Miranda Wells is a widow raising three kids in New Orleans on a tight budget and a long string of small disasters. A storm knocks out the power. A tree falls on her car. Then a stranger named Bray Johnson arrives with a manila envelope and a philosophy that bad things stop happening once you change how you think. The film adapts Rhonda Byrne’s self-help phenomenon, and its real subject is the doctrine of positive visualization itself. Every plot turn exists to prove that wanting something hard enough makes it appear.
Katie Holmes plays Miranda as a woman worn thin by responsibility and braced for the next blow. She holds the tension in her shoulders and lets the warmth leak out slowly. Josh Lucas plays Bray with a soft Southern calm that never breaks, which is the problem. Bray has no doubt, no edge, and no interior life, so Lucas has nothing to push against. Jerry O’Connell plays Tucker Wells, Miranda’s smooth fiance, as the obstacle the script needs and discards. Celia Weston plays Bobby, the mother-in-law, with the only spine in the house.

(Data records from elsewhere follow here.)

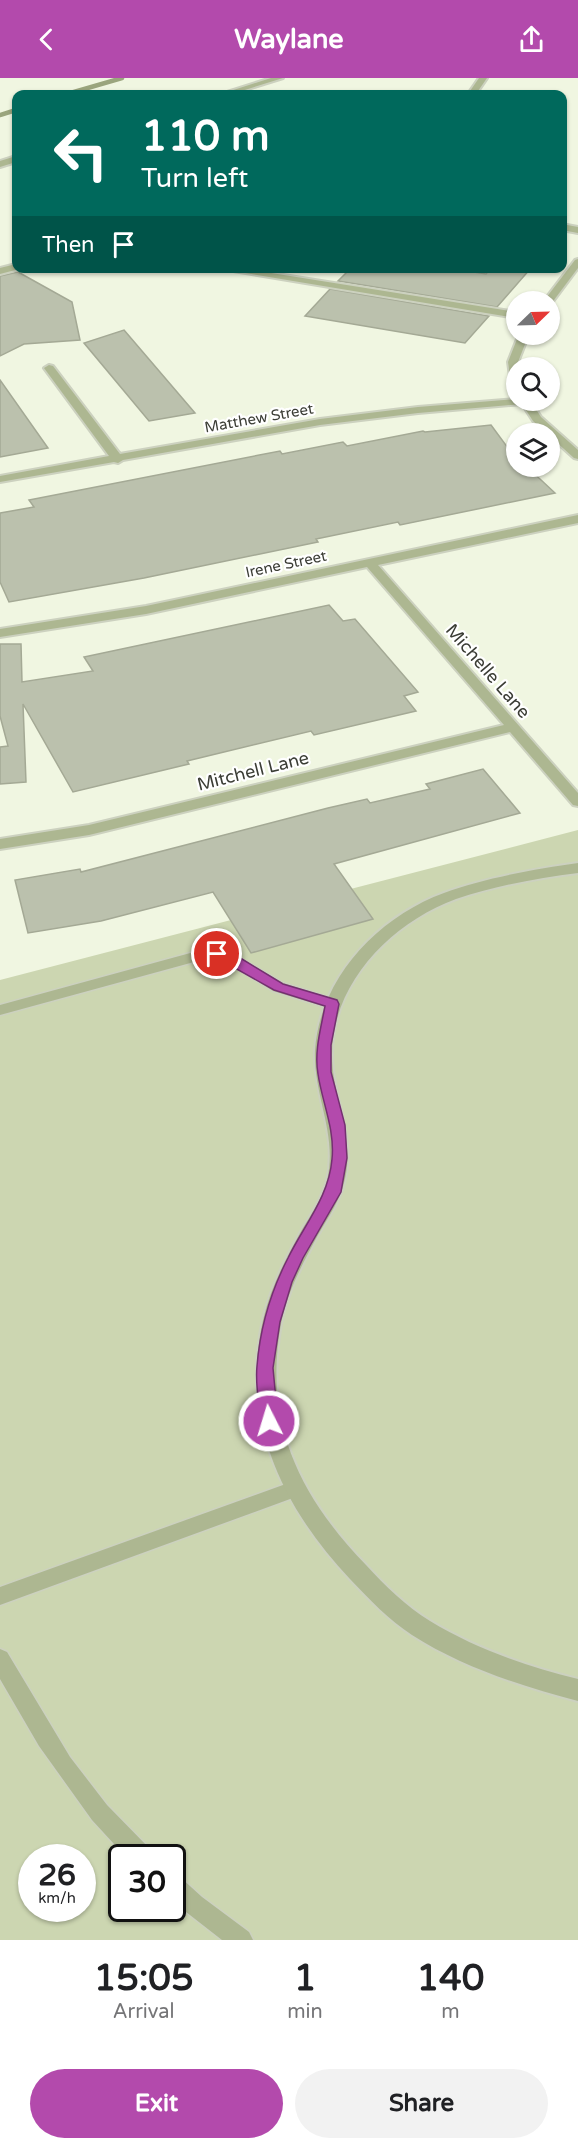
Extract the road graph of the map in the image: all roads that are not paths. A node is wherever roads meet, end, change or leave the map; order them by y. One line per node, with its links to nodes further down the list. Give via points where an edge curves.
1 (279, 78): 2 (street)
2 (238, 90)
3 (578, 262): 5 (street)
4 (251, 273): 6 (street)
5 (556, 291)
6 (506, 313)
7 (49, 368): 11 (street)
8 (506, 403): 11 (street, Matthew Street, via 350,418)
9 (531, 411): 10 (street)
10 (578, 456)
11 (118, 460): 12 (street, Matthew Street)
12 (0, 479)
13 (578, 519): 14 (street, Irene Street)
14 (370, 562): 15 (street, Irene Street, via 146,610); 16 (street, Michelle Lane)
15 (0, 633)
16 (513, 727): 17 (street, Michelle Lane); 18 (street, Mitchell Lane, via 100,827)
17 (578, 802)
18 (0, 844)
19 (578, 868): 20 (street, via 530,874 449,896 388,932 360,960)
20 (332, 1004): 21 (lane, via 278,987 217,954); 22 (street, via 324,1045 324,1072 337,1125 340,1158 333,1192 285,1282 272,1322 265,1368 269,1421)
21 (0, 1010)
22 (294, 1489): 23 (lane); 25 (street, via 343,1558 425,1631 481,1658)
23 (0, 1596)
24 (0, 1659): 26 (lane, via 75,1785)
25 (578, 1690)
26 (130, 1844)
27 (186, 1898): 28 (lane)
28 (241, 1940)

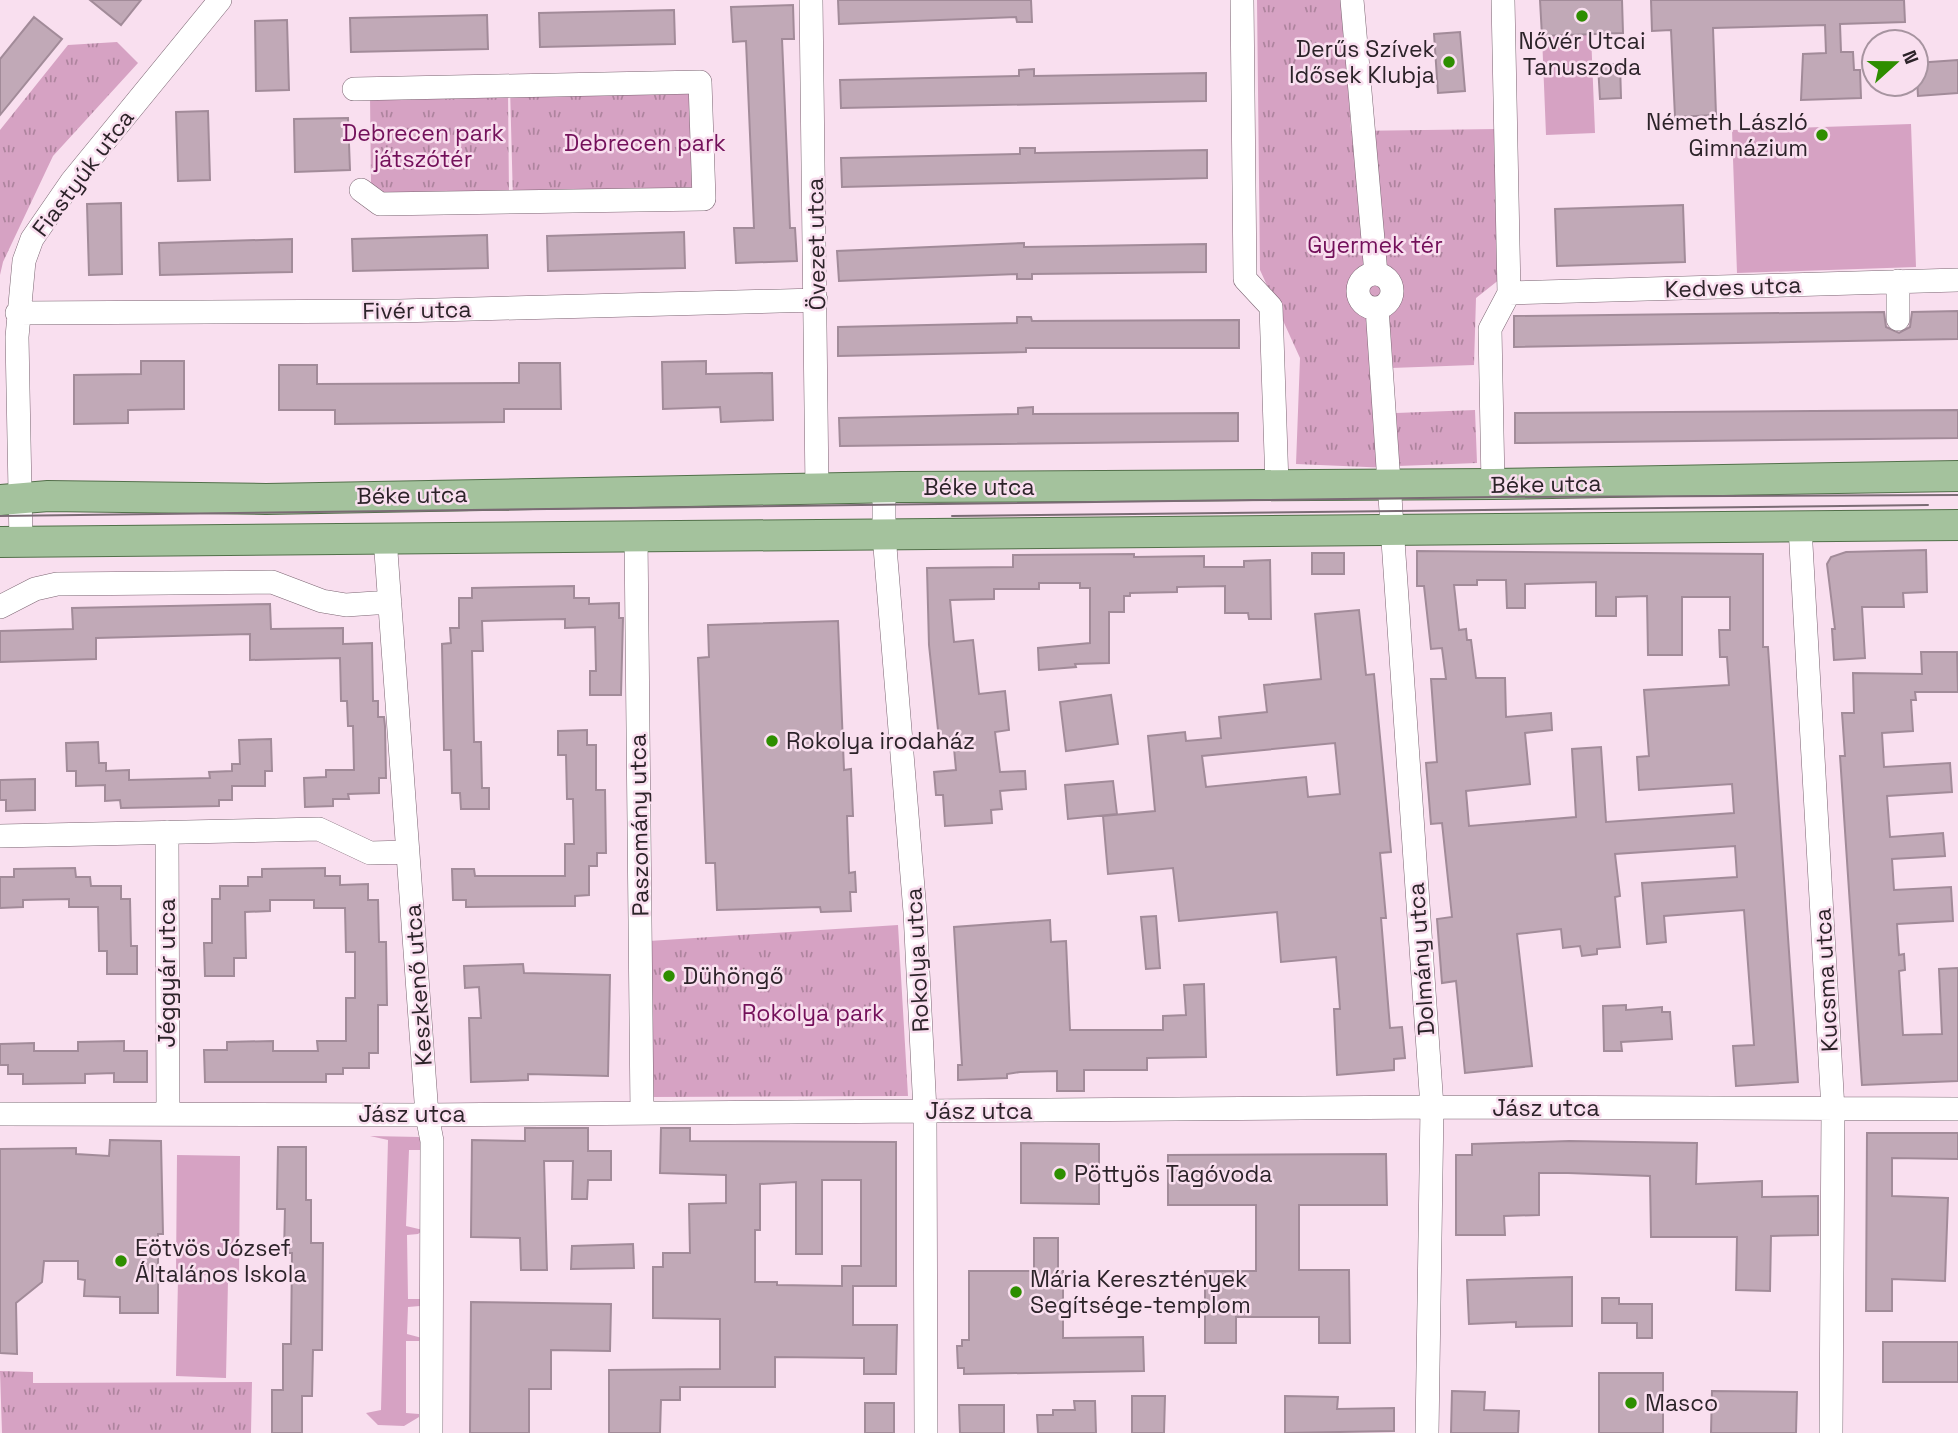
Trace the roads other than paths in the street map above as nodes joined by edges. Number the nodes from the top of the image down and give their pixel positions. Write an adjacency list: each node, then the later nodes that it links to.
1 (220, 0): 12 (street, Fiastyúk utca)
2 (811, 0): 11 (street, Övezet utca)
3 (1242, 0): 16 (street)
4 (1352, 0): 17 (street, Dolmány utca)
5 (1503, 0): 10 (street)
6 (354, 89): 7 (street)
7 (361, 190)
8 (1958, 280): 9 (street, Kedves utca)
9 (1898, 281): 10 (street, Kedves utca); 13 (street)
10 (1509, 293): 15 (street)
11 (816, 300): 12 (street, Fivér utca); 19 (street, Övezet utca)
12 (17, 313): 20 (street, Fiastyúk utca)
13 (1898, 319)
14 (1958, 476): 15 (main road, Béke utca)
15 (1493, 484): 17 (main road, Béke utca)
16 (1277, 485): 17 (main road, Béke utca); 18 (main road, Béke utca)
17 (1390, 485): 23 (street, Dolmány utca)
18 (884, 488): 19 (main road, Béke utca); 24 (street, Rokolya utca)
19 (817, 489): 20 (main road, Béke utca)
20 (11, 500): 27 (street, Fiastyúk utca)
21 (1958, 524): 22 (main road, Béke utca)
22 (1800, 527): 23 (main road, Béke utca); 35 (street, Kucsma utca)
23 (1392, 529): 24 (main road, Béke utca); 33 (street, Dolmány utca)
24 (884, 535): 25 (main road, Béke utca); 36 (street, Rokolya utca)
25 (636, 536): 26 (main road, Béke utca); 37 (street, Paszomány utca)
26 (385, 538): 27 (main road, Béke utca); 28 (street, Keszkenő utca)
27 (11, 542)
28 (390, 602): 29 (street); 32 (street, Keszkenő utca)
29 (0, 607)
30 (167, 832): 31 (street); 32 (street); 39 (street, Jéggyár utca)
31 (0, 836)
32 (407, 852): 40 (street, Keszkenő utca)
33 (1432, 1107): 35 (street, Jász utca); 36 (street, Jász utca); 43 (street, Dolmány utca)
34 (1958, 1109): 35 (street, Jász utca)
35 (1833, 1110): 44 (street, Kucsma utca)
36 (925, 1111): 37 (street, Jász utca); 42 (street, Rokolya utca)
37 (642, 1113): 40 (street, Jász utca)
38 (0, 1114): 39 (street, Jász utca)
39 (168, 1114): 40 (street, Jász utca)
40 (427, 1115): 41 (street, Keszkenő utca)
41 (430, 1433)
42 (926, 1433)
43 (1427, 1433)
44 (1831, 1433)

Andy Tennant directs from a script he wrote with Bekah Brunstetter and Rick Parks, and the staging matches the message. The cinematography bathes the Louisiana settings in warm gold light that flattens every scene into the same comfortable glow. Storms arrive and pass without raising the stakes because the camera already promises everything works out. The score swells on cue to tell you when to feel hopeful. Tennant directs romance well in other films. Here the structure forbids conflict, so he has nothing to direct.
The Secret asks the audience to accept that gratitude pays the mortgage and good vibrations repair a car. It dramatizes a worldview that cannot fail because it blames any failure on insufficient belief. That makes for a closed loop and a dead drama. The result is pleasant, weightless, and built to confirm what its target audience already paid to hear.